# Assignment
Would you copy out each line of the records below that includes the word "dead"?

(Saved entries)
%%
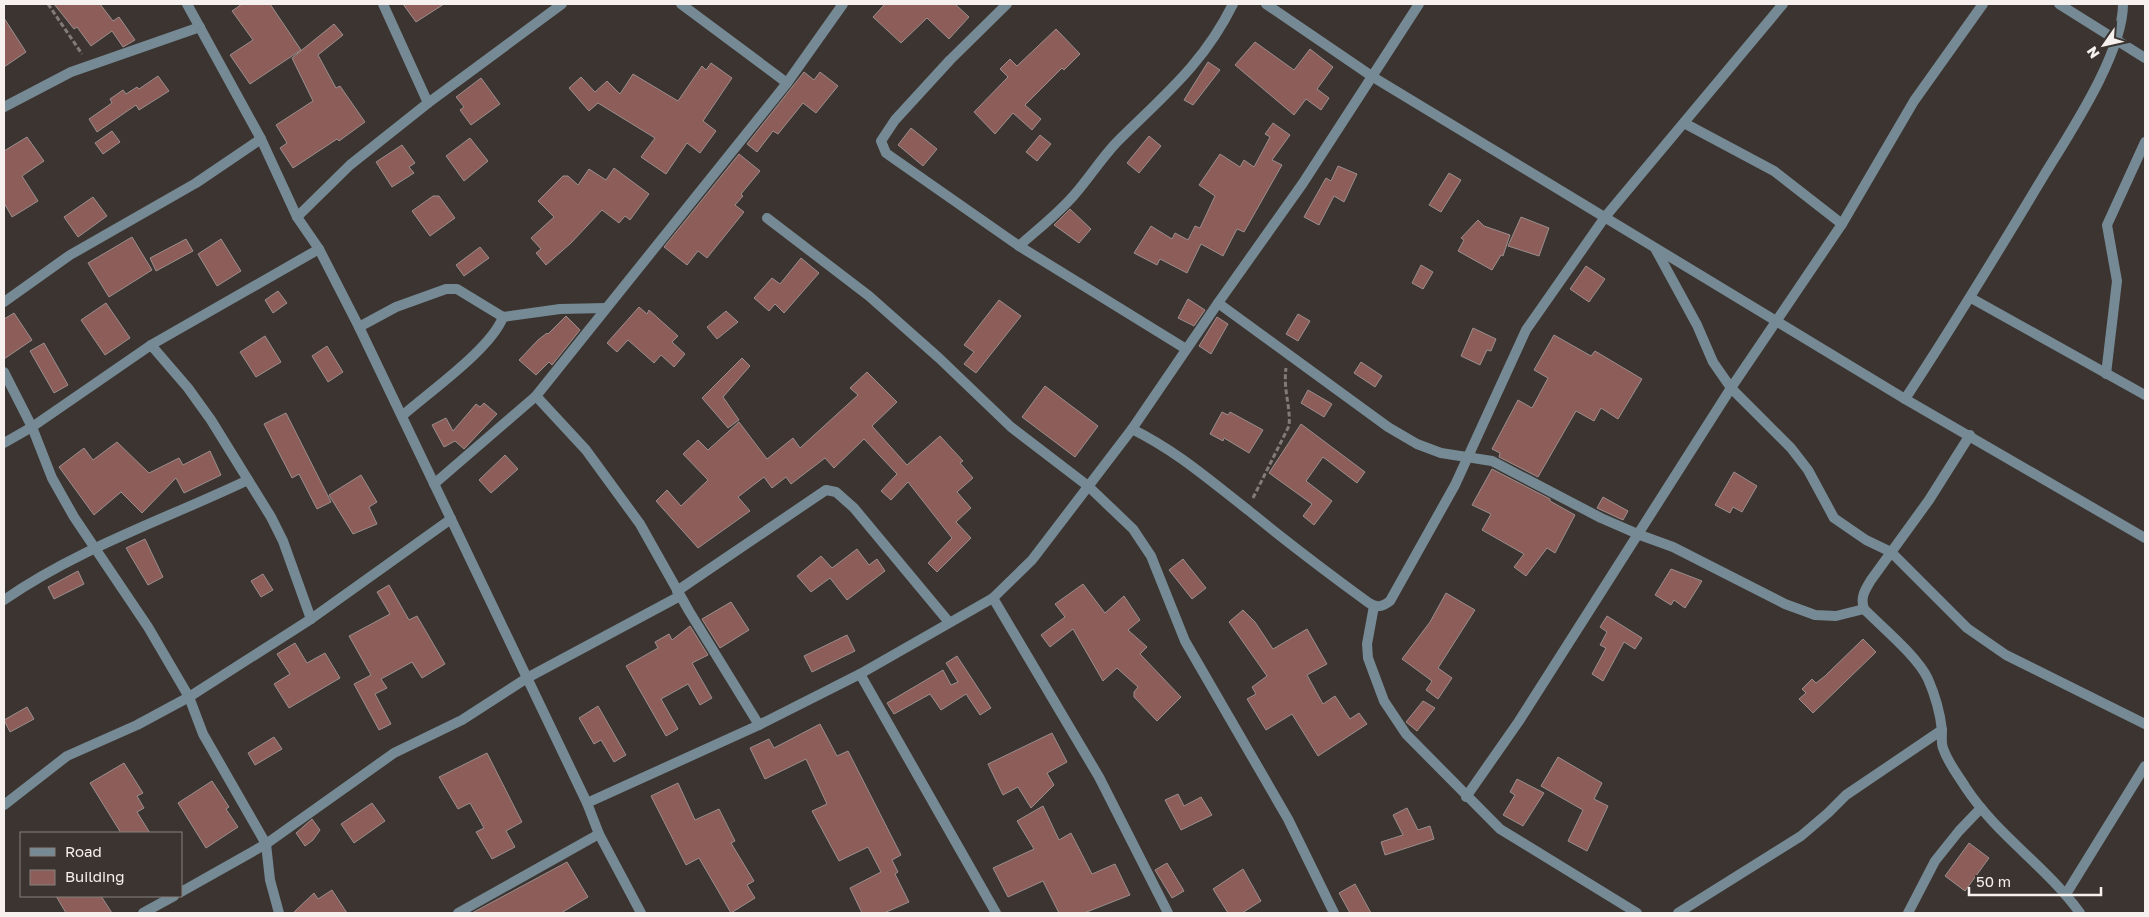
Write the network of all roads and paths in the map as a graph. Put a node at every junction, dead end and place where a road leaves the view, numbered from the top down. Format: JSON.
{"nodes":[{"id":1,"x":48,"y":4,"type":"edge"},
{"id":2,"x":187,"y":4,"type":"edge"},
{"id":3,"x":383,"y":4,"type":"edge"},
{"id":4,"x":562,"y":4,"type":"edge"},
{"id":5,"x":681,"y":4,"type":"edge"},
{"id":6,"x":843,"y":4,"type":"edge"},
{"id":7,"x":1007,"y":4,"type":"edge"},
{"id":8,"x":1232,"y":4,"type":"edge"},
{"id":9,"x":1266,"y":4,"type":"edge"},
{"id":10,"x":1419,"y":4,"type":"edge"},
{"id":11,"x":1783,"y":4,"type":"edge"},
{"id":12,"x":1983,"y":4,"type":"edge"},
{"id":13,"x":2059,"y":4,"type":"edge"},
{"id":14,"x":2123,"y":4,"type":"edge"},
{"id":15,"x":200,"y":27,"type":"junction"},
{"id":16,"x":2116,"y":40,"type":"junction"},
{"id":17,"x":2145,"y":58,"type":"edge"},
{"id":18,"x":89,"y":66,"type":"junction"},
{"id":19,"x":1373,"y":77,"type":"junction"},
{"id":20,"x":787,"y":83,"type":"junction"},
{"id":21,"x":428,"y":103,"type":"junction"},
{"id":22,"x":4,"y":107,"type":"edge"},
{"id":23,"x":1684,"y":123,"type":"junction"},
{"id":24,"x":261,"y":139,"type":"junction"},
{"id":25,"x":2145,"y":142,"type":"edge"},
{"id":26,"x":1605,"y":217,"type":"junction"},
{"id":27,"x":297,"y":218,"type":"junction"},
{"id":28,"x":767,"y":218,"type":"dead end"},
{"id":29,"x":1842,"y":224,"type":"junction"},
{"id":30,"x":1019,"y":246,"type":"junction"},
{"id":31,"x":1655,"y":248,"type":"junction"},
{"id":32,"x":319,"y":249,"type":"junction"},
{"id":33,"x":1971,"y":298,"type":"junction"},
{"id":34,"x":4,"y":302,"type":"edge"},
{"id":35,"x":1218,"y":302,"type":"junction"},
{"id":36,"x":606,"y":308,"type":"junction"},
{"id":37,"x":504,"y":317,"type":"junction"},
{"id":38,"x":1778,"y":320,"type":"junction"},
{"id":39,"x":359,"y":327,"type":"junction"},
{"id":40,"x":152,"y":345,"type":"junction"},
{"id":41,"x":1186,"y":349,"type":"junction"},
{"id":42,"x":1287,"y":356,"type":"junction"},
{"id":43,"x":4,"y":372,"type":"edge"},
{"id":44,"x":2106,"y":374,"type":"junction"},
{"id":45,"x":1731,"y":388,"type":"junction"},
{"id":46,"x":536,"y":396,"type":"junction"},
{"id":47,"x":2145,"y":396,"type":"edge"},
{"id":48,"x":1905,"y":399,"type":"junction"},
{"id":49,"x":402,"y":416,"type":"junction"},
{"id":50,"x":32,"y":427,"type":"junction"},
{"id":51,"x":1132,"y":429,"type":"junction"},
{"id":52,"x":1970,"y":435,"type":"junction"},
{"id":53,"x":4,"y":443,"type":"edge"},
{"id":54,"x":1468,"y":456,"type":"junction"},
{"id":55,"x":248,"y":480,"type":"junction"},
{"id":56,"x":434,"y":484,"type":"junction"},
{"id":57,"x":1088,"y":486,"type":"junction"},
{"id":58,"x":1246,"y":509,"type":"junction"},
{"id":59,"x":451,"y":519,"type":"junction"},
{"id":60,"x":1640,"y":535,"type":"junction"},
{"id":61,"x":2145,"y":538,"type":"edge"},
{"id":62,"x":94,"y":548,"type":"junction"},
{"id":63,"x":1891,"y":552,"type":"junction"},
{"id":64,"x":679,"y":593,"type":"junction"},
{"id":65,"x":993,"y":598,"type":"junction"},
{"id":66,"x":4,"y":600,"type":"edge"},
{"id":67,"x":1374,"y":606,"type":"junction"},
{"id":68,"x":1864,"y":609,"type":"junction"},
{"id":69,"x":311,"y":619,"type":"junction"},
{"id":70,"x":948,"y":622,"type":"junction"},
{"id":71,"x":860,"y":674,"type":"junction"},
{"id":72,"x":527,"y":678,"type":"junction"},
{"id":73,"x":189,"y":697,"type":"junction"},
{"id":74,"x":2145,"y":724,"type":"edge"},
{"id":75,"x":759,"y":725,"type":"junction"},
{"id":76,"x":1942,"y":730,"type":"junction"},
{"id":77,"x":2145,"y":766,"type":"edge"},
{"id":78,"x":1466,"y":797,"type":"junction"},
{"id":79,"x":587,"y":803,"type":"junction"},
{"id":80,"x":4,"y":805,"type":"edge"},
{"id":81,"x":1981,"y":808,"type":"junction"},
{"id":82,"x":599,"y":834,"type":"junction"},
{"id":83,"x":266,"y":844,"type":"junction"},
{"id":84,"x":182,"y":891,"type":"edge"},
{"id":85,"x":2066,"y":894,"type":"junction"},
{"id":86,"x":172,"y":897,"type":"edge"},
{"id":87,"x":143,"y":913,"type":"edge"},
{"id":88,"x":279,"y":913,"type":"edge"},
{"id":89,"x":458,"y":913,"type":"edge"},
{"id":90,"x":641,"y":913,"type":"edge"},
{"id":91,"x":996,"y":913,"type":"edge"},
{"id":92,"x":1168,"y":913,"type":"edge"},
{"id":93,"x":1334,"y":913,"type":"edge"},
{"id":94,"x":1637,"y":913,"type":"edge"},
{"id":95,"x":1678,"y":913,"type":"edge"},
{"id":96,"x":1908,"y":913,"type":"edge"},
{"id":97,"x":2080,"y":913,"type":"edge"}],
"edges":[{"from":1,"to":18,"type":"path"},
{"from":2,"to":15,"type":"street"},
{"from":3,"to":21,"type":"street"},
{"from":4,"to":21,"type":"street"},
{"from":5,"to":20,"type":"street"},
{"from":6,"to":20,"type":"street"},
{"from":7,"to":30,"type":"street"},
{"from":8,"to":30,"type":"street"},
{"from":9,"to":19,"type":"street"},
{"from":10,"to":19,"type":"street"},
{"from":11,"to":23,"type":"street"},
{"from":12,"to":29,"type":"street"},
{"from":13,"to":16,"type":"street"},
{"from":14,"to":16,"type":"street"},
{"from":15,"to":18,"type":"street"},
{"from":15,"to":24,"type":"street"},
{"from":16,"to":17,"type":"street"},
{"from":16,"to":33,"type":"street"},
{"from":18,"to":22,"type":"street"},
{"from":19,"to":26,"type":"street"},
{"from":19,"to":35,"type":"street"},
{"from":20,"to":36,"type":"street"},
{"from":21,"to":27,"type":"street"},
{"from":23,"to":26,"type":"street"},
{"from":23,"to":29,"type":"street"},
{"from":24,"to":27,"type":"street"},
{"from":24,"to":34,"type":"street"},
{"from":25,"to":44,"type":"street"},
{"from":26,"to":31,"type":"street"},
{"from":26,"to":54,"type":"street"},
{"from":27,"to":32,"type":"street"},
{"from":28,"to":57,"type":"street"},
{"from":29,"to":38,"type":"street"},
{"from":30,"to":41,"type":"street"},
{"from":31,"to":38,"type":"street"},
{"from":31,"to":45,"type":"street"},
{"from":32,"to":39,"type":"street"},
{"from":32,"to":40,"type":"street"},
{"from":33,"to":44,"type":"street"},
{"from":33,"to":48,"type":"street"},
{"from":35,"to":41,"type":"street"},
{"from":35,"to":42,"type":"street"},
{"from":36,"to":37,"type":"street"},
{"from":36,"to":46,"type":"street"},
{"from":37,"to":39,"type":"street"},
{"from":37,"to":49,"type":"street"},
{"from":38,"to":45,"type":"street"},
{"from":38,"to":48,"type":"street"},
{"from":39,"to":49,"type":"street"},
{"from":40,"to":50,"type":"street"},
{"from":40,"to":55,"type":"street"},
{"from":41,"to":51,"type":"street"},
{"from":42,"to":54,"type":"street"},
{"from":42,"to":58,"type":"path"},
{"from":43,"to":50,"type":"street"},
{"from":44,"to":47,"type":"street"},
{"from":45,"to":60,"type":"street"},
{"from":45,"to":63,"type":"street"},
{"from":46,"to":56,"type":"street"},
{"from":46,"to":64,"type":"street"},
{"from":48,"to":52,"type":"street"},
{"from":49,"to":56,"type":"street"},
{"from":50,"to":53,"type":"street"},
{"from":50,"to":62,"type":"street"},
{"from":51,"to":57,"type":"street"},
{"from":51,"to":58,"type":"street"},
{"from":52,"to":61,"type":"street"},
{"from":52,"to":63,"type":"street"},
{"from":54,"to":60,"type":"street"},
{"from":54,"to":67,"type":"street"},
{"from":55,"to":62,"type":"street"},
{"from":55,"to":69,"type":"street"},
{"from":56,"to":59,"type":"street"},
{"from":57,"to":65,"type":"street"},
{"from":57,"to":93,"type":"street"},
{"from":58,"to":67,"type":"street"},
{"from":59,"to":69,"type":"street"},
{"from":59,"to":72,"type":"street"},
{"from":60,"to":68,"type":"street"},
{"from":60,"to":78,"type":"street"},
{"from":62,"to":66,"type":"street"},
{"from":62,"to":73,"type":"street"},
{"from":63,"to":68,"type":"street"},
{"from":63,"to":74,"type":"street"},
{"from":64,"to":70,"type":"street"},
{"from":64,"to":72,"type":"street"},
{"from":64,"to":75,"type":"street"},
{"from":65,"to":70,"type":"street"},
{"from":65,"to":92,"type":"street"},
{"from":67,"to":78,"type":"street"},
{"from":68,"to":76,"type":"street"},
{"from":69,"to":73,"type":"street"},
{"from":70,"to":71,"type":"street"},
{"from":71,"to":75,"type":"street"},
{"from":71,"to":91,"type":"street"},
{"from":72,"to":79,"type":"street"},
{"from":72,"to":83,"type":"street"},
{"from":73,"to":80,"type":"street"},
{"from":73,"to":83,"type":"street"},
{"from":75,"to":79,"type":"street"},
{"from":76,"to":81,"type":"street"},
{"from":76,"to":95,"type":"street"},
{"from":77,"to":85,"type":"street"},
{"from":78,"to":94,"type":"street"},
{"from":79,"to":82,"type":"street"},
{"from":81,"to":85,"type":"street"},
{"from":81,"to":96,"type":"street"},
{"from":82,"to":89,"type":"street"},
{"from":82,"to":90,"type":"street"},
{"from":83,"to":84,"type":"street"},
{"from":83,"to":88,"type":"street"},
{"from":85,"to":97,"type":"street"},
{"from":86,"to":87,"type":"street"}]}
%%
# Result below
Write the network of all roads and paths in the map as a graph. Put a node at every junction, dead end and place where a road leaves the view, numbered from the top down. Format: JSON.
{"id":28,"x":767,"y":218,"type":"dead end"},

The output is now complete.